Psoriasis is one of the most common chronic inflammatory skin diseases. Many studies suggest that dendritic cells (DCs) and the T cell-mediated interleukin (IL)-23/IL-17 axis play a central role in the signaling pathway in the pathogenesis of psoriasis. Chlorella, also known as Parachlorella beijerinckii (PB), is a unicellular green alga that has long been used as a health food. It contains carotenoids that have antioxidant and anti-inflammatory effects. In this study, we investigated whether PB-derived carotenoids (PBCs) ameliorated inflammatory processes in an imiquimod (IMQ)-induced psoriasis-like mouse model and bone marrow-derived dendritic cells (BMDCs). We found that PBCs attenuated erythema, thickness, scaling, and neutrophil infiltration in the skin tissue of the IMQ-induced psoriasis-like mice. Moreover, PBCs suppressed psoriasis-related pro-inflammatory cytokine expression, DC activation, and IL-17A production by γδ T cells in IMQ-induced psoriasis-like mice. In IMQ-induced BMDCs, PBCs suppressed the expression levels of pro-inflammatory cytokines, including IL-23; IL-1β; and IL-6; and CD40/CD86, a marker of DC activation. Additionally, PBCs inhibited the nuclear factor kappa B, p38, and c-Jun NH₂-terminal kinase inflammatory signaling pathways and the mitochondrial reactive oxygen species (mitoROS)-triggered inflammasome activation pathway.
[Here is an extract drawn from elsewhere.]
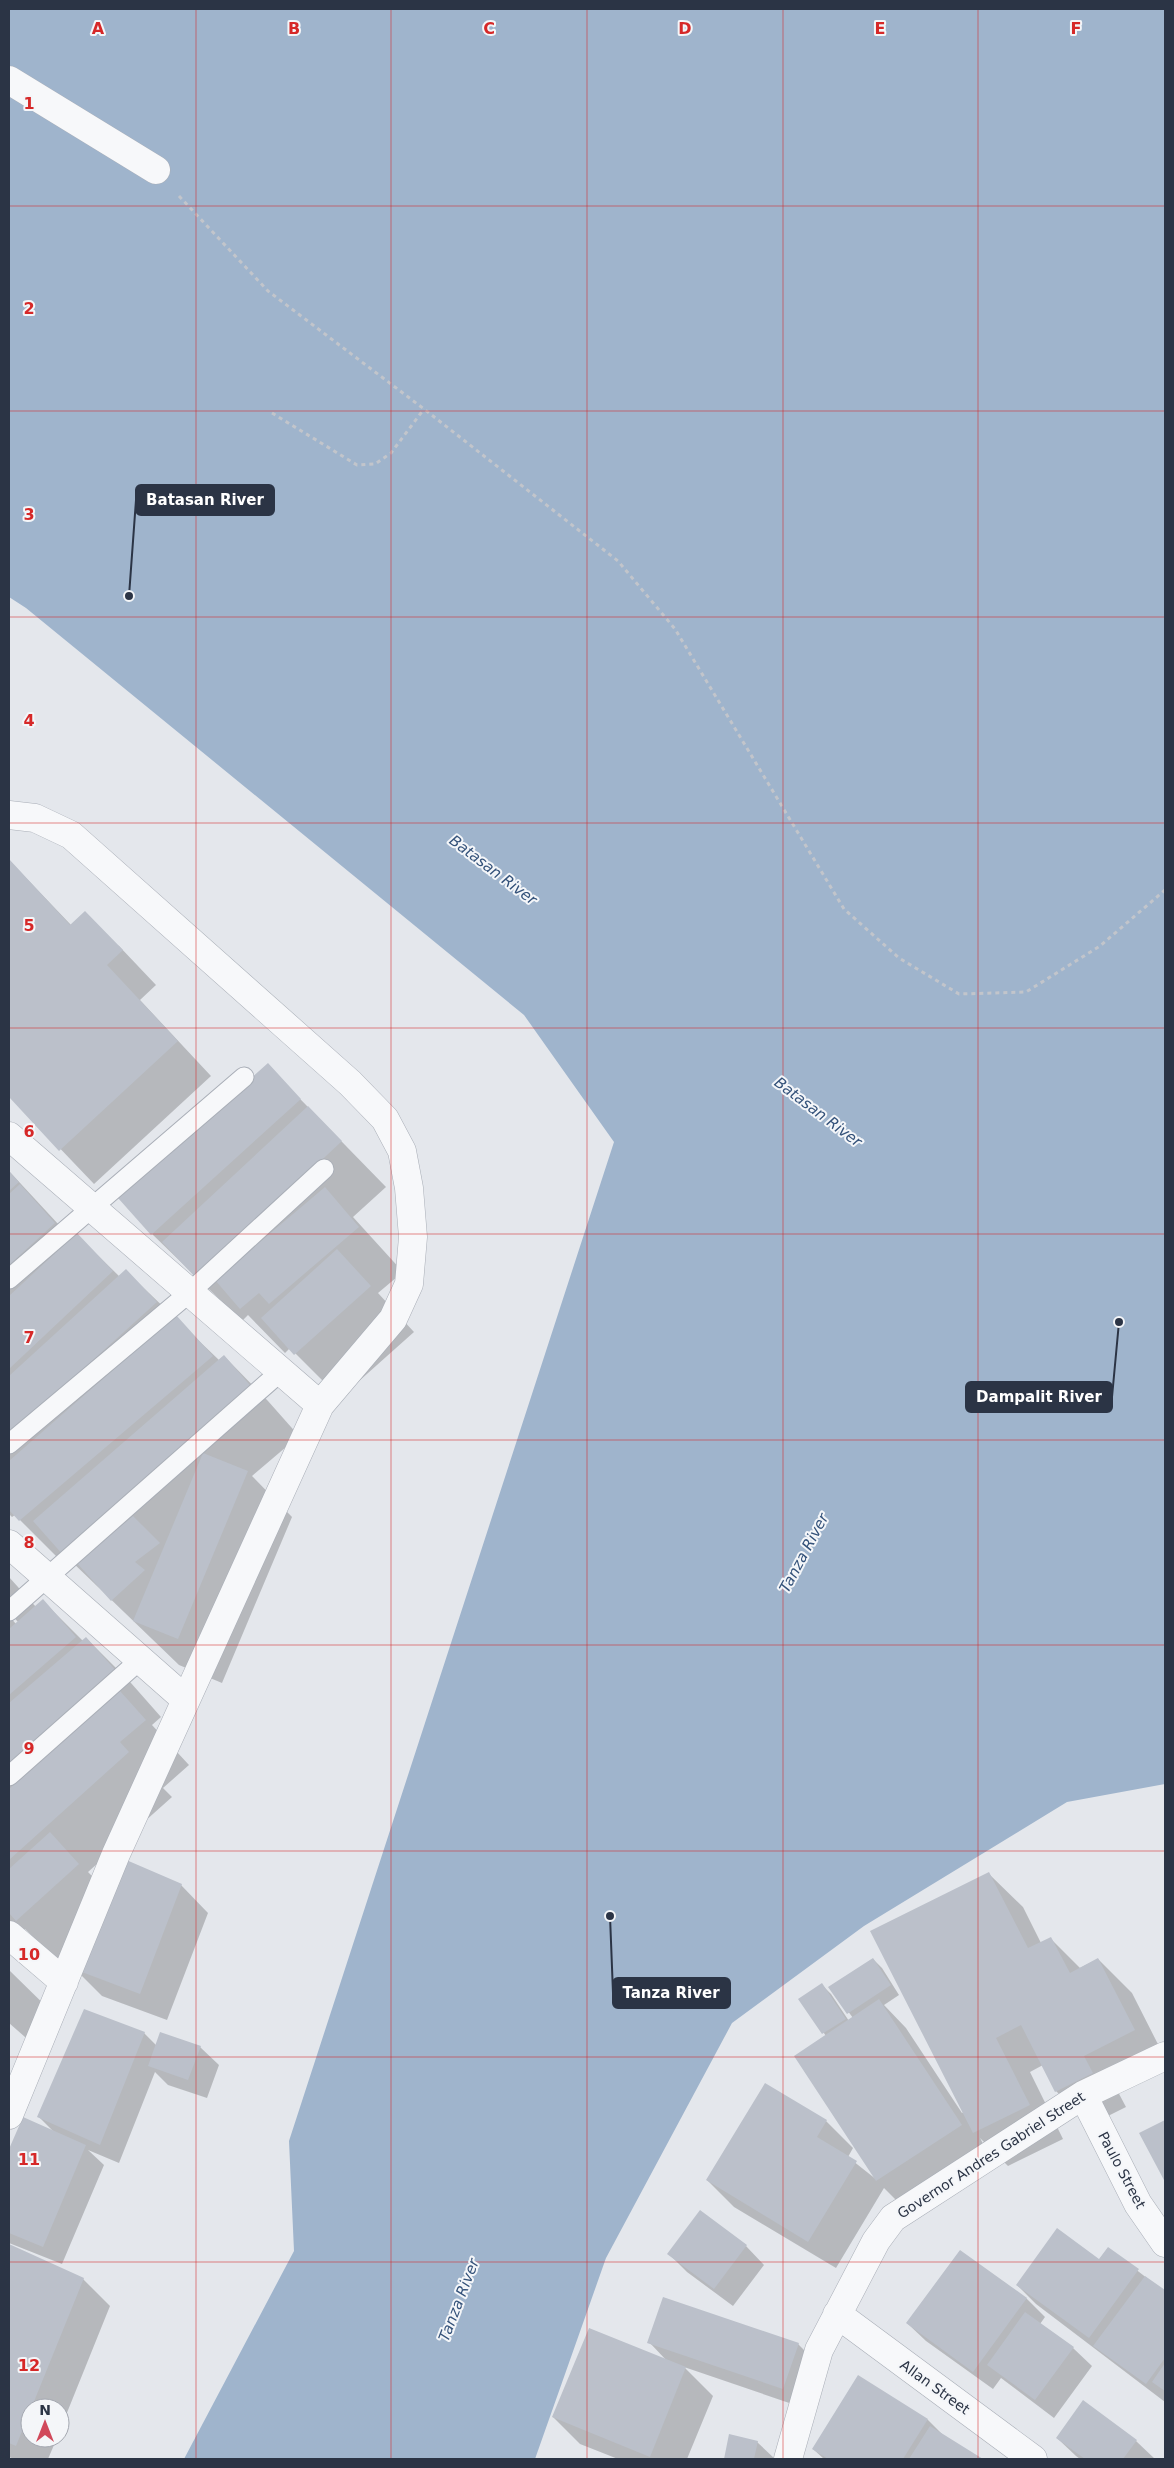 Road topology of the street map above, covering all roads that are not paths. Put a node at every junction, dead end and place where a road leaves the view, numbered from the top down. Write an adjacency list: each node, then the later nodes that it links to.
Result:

PBCs also activated the extracellular regulated protein kinase/NF-E2-related factor-2 (ERK/Nrf2) pathway in BMDCs. Moreover, PBCs suppressed the harmful effects of pro-inflammatory cytokine gene expression and mitoROS and inflammasome activation via ERK/Nrf2 pathway activation in IMQ-induced BMDCs. In conclusion, PBCs may be beneficial in the management of psoriatic inflammation.